When I first left property insurance defense in 1985 and started exclusively representing policyholders, the number of appraisal cases decided by appellate courts on a national basis were about the same as the number of wins the Tampa Bay Buccaneers had in their first two years in the NFL. With appraisal today as the ever-increasing predominant method of property insurance claim dispute resolution, appraisal cases are the frequent topic of property insurance law and disputes.

One water loss mitigation company recently argued that its bill for services was not subject to appraisal when the insurer disputed the amount it claimed. The court phrased the argument of the mitigation company:1

Claiming that the appraisal provision’s language is ambiguous, EDR argues that the provision can reasonably be construed as applying only to property damage resulting from a covered loss, and not also to water mitigation services performed in order to prevent further damage to the property.

EDR suggests that the appraisal provision applies only to dwelling and other structures coverages that also appear as coverages under the first part of the policy’s Section I.

Could you imagine if a policyholder had to appraise all the coverages for real and personal property losses but then had to have a separate court determination of the remaining mitigation costs of those losses? That would be an extraordinarily impractical method of dispute resolution.

The court disagreed with the mitigation company and reasoned:

We simply find no support for this argument in any provision of the policy or in the structure of the policy. Indeed, the language of the appraisal provision and the structure of the policy plainly and unambiguously provide that disputes over valuation of “Reasonable Repairs” performed pursuant to the policy — such as those performed by EDR in this case — are subject to the policy’s appraisal provision.

The subject appraisal provision provides that either party may demand an appraisal to resolve a “disagreement regarding the amount of the covered loss.” It is not disputed that the water mitigation services performed by EDR are part of the amount of the covered loss. Reading the policy as a whole and giving the appraisal provision its plain meaning, we conclude that the appraisal provision is unambiguous and that the provision applies to the instant claim for water mitigation services.

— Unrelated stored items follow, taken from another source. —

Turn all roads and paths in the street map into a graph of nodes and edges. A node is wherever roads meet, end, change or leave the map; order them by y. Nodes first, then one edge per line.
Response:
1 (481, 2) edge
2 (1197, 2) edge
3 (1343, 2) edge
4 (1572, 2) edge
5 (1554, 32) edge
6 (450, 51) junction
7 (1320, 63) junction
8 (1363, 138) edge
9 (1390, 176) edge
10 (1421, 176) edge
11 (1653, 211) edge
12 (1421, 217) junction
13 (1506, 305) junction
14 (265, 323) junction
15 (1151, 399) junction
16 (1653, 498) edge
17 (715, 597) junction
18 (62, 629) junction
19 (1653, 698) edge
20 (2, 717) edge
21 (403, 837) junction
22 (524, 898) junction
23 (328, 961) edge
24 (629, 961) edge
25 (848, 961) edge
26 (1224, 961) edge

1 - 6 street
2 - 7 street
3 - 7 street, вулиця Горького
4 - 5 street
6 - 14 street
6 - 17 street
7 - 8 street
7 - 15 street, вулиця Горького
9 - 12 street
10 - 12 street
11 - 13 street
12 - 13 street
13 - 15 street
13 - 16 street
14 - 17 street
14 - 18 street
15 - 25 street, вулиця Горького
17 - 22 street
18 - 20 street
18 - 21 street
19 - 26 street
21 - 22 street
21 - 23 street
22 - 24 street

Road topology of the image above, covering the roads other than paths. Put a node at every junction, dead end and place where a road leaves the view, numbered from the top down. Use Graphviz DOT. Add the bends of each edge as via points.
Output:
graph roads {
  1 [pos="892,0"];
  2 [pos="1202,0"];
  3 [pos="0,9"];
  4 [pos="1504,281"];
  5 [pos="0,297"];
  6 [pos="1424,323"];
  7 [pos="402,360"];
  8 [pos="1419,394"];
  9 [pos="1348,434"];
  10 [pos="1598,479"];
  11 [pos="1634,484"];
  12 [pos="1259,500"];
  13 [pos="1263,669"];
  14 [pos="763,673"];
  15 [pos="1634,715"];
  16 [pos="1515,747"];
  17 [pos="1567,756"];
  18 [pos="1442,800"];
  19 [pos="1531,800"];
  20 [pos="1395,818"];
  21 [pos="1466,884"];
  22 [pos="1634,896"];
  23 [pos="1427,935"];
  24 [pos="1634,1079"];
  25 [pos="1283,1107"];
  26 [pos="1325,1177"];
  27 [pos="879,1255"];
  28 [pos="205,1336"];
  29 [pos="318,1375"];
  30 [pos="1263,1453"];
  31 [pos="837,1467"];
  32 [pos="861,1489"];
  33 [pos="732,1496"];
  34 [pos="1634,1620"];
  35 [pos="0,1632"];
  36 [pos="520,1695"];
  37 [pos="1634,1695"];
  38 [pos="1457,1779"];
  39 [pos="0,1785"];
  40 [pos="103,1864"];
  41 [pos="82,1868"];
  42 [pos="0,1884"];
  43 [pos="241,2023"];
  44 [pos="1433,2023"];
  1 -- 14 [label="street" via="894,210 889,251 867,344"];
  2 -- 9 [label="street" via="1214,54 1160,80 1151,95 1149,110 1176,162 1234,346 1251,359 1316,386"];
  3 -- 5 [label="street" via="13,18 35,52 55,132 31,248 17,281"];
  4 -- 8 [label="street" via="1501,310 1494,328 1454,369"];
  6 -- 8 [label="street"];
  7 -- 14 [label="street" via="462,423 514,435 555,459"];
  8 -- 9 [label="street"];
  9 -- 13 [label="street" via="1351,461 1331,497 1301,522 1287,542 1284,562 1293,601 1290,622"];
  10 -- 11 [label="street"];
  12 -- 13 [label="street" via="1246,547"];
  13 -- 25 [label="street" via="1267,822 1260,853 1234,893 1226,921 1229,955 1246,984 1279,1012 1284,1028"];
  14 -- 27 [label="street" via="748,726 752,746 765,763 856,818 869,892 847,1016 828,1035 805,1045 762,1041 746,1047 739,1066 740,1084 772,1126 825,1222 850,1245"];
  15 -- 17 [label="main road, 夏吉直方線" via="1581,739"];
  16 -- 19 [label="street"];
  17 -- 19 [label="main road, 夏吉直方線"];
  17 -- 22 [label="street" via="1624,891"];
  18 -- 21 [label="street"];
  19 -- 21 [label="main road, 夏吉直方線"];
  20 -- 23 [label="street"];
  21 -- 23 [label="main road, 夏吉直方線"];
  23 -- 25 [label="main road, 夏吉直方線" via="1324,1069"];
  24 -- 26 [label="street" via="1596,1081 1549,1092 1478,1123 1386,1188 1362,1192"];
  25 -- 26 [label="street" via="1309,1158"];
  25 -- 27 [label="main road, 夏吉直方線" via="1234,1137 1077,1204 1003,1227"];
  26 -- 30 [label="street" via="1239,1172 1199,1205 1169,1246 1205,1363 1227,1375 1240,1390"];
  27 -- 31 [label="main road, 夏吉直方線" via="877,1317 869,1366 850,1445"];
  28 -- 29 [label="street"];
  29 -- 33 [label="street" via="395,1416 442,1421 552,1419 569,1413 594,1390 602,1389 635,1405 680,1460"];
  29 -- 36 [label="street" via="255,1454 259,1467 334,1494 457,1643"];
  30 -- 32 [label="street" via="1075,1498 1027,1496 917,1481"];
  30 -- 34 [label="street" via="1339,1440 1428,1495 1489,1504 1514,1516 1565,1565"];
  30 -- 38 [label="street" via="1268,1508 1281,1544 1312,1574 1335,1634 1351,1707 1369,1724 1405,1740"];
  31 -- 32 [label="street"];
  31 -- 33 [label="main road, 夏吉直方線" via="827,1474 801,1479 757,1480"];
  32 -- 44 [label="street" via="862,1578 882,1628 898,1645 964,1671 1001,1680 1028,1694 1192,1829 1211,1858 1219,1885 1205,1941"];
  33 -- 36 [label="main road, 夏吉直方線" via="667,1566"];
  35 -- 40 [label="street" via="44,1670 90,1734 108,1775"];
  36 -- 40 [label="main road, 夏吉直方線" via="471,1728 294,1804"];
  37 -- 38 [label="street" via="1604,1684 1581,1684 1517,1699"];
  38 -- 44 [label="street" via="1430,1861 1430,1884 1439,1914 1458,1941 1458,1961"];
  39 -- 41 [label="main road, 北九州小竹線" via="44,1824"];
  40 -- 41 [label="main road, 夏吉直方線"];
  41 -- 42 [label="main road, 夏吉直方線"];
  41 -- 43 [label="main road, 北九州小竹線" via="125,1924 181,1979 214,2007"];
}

If appraisal is to remain an effective alternative dispute resolution process that can put an entire property insurance claim controversy finally to rest, it cannot have these partial resolutions which then invite further litigation and further claim payment delay. This decision was correct on the law and correct on the practical application of the law.

Thought For The Day

You can never protect yourself 100%. What you do is protect yourself as much as possible and mitigate risk to an acceptable degree. You can never remove all risk.
—Kevin Mitnick
_______________________________
1 Express Damage Restoration v. Citizens Prop. Ins. Corp., No 3D21-141, — So.3d — (Fla. 3rd DCA May 5, 2021).